A Tbilissi,  » il n’y a plus ni gaz ni chauffage, mais l’électricité fonctionne encore « , constate Vaja, directeur d’une école dans la capitale géorgienne. La plupart des universités, lycées et classes primaires resteront fermés, de façon à assurer l’approvisionnement des hôpitaux, tant que la Russie n’aura pas rétabli ses livraisons. Dans les appartements, la température est tombée à plusieurs degrés en dessous de zéro. Alors qu’une vague de froid intense, la pire depuis plusieurs décennies, sévit sur la région, au petit matin du 22 janvier, à vingt minutes d’intervalle, deux explosions en Ossétie du Nord (Fédération de Russie) ont endommagé le gazoduc Mozdok-Tbilissi, qui dessert la Géorgie et l’Arménie. La conduite de réserve, en partie détruite, serait irréparable. Le même jour, cette fois dans la république des Karatchaïs-Tcherkesses, une troisième explosion frappe la ligne à haute tension Kavkasioni, qui livre l’électricité russe à la Géorgie, ajoutant les coupures de courant à celles de gaz. Plusieurs heures s’écoulent avant que Moscou réagisse.

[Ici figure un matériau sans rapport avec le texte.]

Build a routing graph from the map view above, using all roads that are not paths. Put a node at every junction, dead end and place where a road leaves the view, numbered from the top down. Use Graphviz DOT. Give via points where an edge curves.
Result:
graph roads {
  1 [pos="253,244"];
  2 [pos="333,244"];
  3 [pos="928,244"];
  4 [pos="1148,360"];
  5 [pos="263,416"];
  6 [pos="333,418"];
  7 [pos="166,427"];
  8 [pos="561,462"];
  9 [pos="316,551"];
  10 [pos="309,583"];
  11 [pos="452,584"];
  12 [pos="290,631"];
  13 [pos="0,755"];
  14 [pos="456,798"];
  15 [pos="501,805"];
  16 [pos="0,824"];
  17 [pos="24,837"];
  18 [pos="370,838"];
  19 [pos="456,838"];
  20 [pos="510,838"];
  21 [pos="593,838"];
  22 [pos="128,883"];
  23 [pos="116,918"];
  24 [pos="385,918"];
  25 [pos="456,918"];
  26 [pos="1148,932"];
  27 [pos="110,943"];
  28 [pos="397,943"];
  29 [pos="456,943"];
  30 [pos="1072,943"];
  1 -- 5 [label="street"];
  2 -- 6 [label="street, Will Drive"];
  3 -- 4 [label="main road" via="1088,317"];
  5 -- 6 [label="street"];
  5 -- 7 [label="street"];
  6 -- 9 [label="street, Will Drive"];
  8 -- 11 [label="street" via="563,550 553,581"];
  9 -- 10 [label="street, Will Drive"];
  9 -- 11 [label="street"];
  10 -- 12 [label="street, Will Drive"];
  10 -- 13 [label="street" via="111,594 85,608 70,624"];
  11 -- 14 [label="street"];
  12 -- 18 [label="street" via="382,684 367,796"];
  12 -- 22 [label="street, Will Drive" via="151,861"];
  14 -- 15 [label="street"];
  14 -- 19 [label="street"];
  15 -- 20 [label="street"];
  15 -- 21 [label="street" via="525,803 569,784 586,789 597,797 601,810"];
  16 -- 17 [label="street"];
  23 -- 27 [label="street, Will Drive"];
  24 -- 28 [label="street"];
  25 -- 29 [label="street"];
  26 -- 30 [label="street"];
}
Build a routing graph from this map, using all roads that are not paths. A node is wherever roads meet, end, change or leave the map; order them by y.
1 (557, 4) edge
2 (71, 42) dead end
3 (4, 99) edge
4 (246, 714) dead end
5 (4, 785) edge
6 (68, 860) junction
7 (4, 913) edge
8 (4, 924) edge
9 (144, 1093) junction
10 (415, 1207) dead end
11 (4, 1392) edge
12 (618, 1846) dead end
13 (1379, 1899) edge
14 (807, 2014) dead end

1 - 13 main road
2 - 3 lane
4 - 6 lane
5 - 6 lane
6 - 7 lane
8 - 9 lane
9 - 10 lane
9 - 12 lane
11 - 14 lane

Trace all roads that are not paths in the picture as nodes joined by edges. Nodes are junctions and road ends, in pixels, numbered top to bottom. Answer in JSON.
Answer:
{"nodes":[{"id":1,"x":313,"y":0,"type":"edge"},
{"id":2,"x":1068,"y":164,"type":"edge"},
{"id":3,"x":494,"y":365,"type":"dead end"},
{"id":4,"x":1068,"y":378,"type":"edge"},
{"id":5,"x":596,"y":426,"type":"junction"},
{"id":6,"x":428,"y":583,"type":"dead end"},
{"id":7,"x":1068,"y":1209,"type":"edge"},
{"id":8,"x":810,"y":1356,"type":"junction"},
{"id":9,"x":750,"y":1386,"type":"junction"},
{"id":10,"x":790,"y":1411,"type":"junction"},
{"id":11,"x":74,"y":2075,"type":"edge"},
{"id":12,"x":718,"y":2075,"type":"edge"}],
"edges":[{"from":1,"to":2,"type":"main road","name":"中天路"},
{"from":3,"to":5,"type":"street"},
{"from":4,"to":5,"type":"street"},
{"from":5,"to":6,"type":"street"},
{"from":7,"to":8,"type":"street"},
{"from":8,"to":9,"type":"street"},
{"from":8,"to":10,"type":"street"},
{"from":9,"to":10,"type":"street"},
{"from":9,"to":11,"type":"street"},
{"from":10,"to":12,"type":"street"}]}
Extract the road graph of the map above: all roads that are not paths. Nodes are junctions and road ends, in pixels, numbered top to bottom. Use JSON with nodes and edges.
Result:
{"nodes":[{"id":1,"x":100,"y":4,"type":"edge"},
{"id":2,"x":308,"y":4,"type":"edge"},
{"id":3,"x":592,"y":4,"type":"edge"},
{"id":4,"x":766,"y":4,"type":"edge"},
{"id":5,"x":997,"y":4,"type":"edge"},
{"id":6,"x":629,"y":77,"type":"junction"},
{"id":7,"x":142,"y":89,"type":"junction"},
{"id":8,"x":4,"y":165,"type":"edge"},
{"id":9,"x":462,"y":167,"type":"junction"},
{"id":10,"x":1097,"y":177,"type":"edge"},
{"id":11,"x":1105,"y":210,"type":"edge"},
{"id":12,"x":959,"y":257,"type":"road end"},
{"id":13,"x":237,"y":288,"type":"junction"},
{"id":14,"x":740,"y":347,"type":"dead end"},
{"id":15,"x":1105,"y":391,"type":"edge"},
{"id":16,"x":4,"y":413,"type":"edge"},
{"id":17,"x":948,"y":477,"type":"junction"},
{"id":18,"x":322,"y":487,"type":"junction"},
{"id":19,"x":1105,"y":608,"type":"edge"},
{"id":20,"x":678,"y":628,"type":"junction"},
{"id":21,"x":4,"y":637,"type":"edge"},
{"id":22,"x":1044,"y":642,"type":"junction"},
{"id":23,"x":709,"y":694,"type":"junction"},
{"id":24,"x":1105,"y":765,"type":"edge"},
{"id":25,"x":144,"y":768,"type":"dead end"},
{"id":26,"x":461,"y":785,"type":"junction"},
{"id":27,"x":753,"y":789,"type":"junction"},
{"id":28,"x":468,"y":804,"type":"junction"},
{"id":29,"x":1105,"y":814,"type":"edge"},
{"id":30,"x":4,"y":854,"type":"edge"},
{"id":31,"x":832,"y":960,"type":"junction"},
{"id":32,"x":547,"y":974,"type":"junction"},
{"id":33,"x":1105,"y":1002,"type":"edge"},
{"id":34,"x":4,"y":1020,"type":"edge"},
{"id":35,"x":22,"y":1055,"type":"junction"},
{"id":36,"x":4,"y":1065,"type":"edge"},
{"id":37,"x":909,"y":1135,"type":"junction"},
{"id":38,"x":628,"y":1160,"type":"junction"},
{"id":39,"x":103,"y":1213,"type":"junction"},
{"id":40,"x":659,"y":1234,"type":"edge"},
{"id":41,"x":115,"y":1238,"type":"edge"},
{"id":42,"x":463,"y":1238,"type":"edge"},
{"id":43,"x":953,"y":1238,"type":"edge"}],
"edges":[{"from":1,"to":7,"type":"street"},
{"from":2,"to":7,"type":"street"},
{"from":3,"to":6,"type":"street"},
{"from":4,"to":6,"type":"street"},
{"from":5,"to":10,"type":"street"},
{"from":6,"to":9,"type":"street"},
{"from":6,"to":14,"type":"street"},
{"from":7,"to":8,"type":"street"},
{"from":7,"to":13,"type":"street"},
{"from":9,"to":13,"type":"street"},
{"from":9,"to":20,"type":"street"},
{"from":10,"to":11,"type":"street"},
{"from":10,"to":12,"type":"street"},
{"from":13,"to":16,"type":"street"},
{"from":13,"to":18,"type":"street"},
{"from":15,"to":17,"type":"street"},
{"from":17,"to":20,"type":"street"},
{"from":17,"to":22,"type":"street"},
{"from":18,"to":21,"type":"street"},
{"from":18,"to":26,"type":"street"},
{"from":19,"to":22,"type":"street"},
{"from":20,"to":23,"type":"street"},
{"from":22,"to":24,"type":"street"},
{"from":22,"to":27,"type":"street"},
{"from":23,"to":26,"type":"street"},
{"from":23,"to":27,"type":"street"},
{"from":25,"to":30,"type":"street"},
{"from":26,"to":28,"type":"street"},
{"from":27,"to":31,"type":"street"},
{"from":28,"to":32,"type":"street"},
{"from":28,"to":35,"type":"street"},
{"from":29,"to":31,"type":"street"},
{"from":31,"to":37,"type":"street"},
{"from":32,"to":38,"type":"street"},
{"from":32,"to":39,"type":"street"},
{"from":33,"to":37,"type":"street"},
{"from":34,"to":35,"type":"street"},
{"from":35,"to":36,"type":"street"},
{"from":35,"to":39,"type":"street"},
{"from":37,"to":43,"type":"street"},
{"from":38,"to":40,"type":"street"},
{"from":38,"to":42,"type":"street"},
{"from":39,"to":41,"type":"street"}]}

En attendant le gaz de la Caspienne

A son ordinaire, le président russe, Vladimir Poutine, stigmatise des  » actes terroristes « , sans prendre garde au fait qu’il avoue ainsi avoir perdu le contrôle sur le nord du Caucase. Pour leur part, les autorités géorgiennes tentent d’informer la population et de trouver des solutions. Le soir même, lors d’une intervention à la télévision, Mikheil Saakachvili, chef de l’Etat, qualifie la Russie de  » maître chanteur  » et l’accuse de  » sabotage « , non sans rappeler les menaces –  » On vous laissera sans chauffage et sans électricité  » – maintes fois proférées par des politiciens russes à l’encontre de Tbilissi. Et de souligner que l’objectif de Gazprom, division énergétique du Kremlin, est de s’emparer du réseau géorgien de gazoducs en usant de l’arme tarifaire pour parvenir à ses fins. En Ukraine, un scénario identique s’est soldé par un échec. Signe que les  » prix du marché  » ne sont qu’un prétexte, l’Abkhazie et l’Ossétie du Sud, entités séparatistes de Géorgie, reçoivent gratuitement le gaz russe.

Vu de Moscou, il y a urgence. D’ici peu, Gazprom risque de perdre son emprise sur plusieurs pays qu’il tenait jusqu’ici à sa merci. Avant la fin de 2006, le gaz de la Caspienne, convoyé de Bakou à Erzurum via le South Caucasian Pipeline – un ouvrage jumeau de l’oléoduc Bakou-Ceyhan conçu par les stratèges de la géopolitique américaine – devrait atteindre la Géorgie et la Turquie, ouvrant ainsi une nouvelle source d’approvisionnement à des Etats du continent européen dépendant jusqu’à présent de l’énergie et des tuyaux russes. En février 2005, alors que la Géorgie envisageait de privatiser ses propres tubes, Gazprom était déjà sur les rangs. Les Etats-Unis sont intervenus pour inviter les dirigeants du pays à la prudence. Une partie de l’aide que Washington accorde à Tbilissi, soit 50 millions de dollars sur 295 millions, devrait être attribuée à la réhabilitation des gazoducs, à condition que la Géorgie s’engage à ne pas les privatiser avant 2010, selon les termes de l’accord signé en septembre 2005.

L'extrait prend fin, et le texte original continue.